Many varieties of rugs were displayed from Landry & Acari’s oriental rug gallery. Jerry Acari, who has been in the rug business for over 40 years, is a noted expert on oriental rugs and often lectures on the who, what, when, where and how behind these functional works of art. Each piece is representative of quite likely a year or two of concentrated human effort, in which teams of weavers combine their heart, soul and spirit to create their textile masterpieces. It really is amazing how much cultural information can be found in each of these carpets, especially if you know what to look for ...

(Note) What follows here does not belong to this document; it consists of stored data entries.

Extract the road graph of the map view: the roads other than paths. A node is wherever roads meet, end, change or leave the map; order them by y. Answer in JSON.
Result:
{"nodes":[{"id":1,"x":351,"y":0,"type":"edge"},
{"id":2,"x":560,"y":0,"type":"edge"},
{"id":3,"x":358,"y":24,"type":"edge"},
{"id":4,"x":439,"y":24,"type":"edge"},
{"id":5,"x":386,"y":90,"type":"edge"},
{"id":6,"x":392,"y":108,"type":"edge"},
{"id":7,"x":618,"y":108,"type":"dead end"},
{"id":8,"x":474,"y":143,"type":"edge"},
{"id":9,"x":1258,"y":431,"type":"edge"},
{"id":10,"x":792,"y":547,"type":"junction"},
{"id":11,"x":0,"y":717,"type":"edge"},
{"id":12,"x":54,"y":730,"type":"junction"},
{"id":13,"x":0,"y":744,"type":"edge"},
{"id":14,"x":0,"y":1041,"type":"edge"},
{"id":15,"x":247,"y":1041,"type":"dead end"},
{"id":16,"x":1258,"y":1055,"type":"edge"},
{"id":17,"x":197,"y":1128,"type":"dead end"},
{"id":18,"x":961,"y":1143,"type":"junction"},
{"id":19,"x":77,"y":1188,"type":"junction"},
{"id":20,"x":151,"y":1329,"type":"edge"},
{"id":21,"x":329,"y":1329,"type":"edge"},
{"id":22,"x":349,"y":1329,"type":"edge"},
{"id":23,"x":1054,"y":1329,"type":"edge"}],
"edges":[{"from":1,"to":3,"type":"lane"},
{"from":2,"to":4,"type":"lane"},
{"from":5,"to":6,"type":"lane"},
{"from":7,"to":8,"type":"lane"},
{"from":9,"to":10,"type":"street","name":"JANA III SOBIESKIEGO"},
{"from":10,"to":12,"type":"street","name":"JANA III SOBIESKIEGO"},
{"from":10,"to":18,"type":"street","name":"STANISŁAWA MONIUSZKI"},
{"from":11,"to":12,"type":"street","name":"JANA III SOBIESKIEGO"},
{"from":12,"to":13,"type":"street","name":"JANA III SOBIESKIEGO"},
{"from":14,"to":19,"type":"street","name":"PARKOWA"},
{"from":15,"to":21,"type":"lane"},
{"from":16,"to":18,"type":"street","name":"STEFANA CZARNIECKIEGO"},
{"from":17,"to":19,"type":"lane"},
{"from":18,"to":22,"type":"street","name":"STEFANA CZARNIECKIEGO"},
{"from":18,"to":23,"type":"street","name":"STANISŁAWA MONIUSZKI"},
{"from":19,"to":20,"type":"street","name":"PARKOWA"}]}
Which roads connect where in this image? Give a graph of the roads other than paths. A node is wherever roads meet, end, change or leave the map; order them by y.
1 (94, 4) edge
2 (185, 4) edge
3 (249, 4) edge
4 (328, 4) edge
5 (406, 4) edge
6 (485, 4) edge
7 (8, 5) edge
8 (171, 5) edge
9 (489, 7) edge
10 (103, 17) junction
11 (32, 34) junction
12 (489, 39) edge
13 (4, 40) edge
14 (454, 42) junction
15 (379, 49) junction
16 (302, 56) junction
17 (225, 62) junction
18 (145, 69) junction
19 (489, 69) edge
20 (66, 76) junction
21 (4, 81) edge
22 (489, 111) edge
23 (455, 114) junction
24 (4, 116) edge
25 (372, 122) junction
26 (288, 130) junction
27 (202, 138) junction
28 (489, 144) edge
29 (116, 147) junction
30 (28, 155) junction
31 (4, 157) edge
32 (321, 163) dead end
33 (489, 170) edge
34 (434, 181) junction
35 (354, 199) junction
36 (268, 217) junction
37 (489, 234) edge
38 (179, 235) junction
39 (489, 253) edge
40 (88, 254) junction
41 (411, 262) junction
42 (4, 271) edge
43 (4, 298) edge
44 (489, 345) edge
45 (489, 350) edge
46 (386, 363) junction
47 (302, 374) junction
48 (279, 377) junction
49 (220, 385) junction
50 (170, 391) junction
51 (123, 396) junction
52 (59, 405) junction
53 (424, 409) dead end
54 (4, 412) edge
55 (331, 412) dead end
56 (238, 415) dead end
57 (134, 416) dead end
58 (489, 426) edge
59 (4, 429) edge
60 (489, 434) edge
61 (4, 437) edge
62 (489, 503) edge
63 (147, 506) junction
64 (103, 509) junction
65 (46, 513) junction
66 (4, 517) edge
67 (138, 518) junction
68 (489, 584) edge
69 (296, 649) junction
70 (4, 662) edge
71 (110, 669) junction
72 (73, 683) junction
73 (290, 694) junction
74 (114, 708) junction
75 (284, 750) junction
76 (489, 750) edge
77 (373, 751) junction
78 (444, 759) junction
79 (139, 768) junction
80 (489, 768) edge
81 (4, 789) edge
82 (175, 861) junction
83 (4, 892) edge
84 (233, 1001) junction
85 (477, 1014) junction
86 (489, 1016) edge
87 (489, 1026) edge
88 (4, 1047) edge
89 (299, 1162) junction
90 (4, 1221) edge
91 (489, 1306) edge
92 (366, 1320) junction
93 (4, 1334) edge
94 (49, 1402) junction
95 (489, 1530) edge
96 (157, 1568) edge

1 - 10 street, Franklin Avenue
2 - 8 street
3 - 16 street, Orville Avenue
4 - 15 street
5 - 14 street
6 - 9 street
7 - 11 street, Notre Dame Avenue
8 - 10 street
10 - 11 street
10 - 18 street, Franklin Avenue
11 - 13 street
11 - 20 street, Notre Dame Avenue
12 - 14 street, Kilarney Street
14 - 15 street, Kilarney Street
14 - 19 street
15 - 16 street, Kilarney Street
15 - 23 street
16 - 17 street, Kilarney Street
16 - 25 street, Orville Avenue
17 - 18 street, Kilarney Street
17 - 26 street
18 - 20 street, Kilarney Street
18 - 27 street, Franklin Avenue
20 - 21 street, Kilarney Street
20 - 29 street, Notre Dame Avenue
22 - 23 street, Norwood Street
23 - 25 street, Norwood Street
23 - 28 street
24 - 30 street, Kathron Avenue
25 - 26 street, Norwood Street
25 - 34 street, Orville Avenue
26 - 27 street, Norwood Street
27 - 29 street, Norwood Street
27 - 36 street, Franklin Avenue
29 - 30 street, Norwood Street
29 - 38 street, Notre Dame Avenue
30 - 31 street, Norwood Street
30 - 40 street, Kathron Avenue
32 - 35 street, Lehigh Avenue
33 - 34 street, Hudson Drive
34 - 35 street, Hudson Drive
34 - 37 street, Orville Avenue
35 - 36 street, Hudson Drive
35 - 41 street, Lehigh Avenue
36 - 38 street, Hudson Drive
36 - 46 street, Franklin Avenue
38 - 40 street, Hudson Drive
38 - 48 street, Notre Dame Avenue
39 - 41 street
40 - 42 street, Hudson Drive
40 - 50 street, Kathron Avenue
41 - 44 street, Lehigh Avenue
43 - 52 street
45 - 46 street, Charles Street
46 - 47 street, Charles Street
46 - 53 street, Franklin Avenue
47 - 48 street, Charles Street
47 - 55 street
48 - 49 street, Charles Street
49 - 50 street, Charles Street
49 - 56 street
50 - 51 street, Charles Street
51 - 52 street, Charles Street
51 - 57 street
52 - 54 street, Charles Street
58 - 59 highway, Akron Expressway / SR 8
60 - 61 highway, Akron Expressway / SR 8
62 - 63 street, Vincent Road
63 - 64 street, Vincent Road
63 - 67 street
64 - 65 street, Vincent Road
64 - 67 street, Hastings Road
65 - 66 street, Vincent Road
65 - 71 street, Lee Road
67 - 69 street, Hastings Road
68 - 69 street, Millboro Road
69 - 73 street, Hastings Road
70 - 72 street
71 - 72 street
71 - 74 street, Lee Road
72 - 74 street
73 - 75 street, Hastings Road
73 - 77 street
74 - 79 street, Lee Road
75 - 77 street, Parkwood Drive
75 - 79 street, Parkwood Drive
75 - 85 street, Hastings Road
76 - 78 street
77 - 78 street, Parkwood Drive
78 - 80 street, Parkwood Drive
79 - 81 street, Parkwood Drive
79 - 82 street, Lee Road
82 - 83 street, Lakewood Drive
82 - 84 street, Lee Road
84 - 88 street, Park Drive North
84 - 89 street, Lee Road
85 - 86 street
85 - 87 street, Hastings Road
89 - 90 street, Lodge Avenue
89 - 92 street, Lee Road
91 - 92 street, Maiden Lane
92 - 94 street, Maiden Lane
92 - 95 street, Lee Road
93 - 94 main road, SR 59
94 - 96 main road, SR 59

I like how this Sardis carpet from India and the
old-fashioned jar of marbles on a sill in the
lecture room shared the same colorways.

Persian Sarouk,
circa 1915

In general, carpets that are produced by hand are often more visually interesting than those produced to the exact standards and measurements of a machine. Sometimes there will be a change in thread color (the weaver ran out of the original choice), or different types of wool may be used depending on market availability at the time, and some carpet ends may even stop short pattern-wise because the rug makers were ready to call it a day! Modern carpet makers, like Karastan, often try to emulate these unplanned –
yet distinctive – pattern variations.

This Art Deco carpet from Turkey
dates back to around 1925

In the photo above, the rug in the center, with its symmetrical and curvilinear pattern, is called a “city
rug. City rugs are created in heavily populated areas that are exposed to the influence of a
variety of world markets.

tribal” rug is often asymmetrical in pattern, with a wool foundation, done in a wide variety of colors. This type of carpet, like the Karabagh from Azerbejan above, is more representative of family or tribal influences over outside markets.

This wool and silk Suzani tapestry was created by a tribe in Turkmenistan and features fine needlework and brilliant colors. Bold geometric patterns like this are a popular trend in design right now.

A bridal spread (used for a newly married couples bed) is created by village women combining pieces cut from their embroidered shawls, stitching them
together with golden threads.

Rugs often have different looks from one end to the other. On the one above, you can see how the color of the flowers in the center rectangle are lighter at the bottom, with more pinks and whites, while the top has more navy and scarlet blossoms. When you lay a carpet in your space, walk around it and take a good look from each angle before deciding upon final placement. The effect of light and dark can be dramatically different! Inquire about taking a carpet home to see how it looks in your home before purchasing ... it is the best way to know for sure if a rug will work with your design plan.

An interesting story: S
ynthetic red dye was often applied by hand and paint brush to the tips of each carpet strand of a multitude of imported rust colored Sarouk rugs over a period of twenty years that were originally ordered to be an oriental red (the rose colored strands unexpectedly changed to rust as a result of alkaline in the finishing process). Then in the 1990’s, these same rugs were often stripped back to their original rust colorings by a company that is still based in Poughkeepsie, NY. Trends come and go, but it seems a well-made oriental will last forever!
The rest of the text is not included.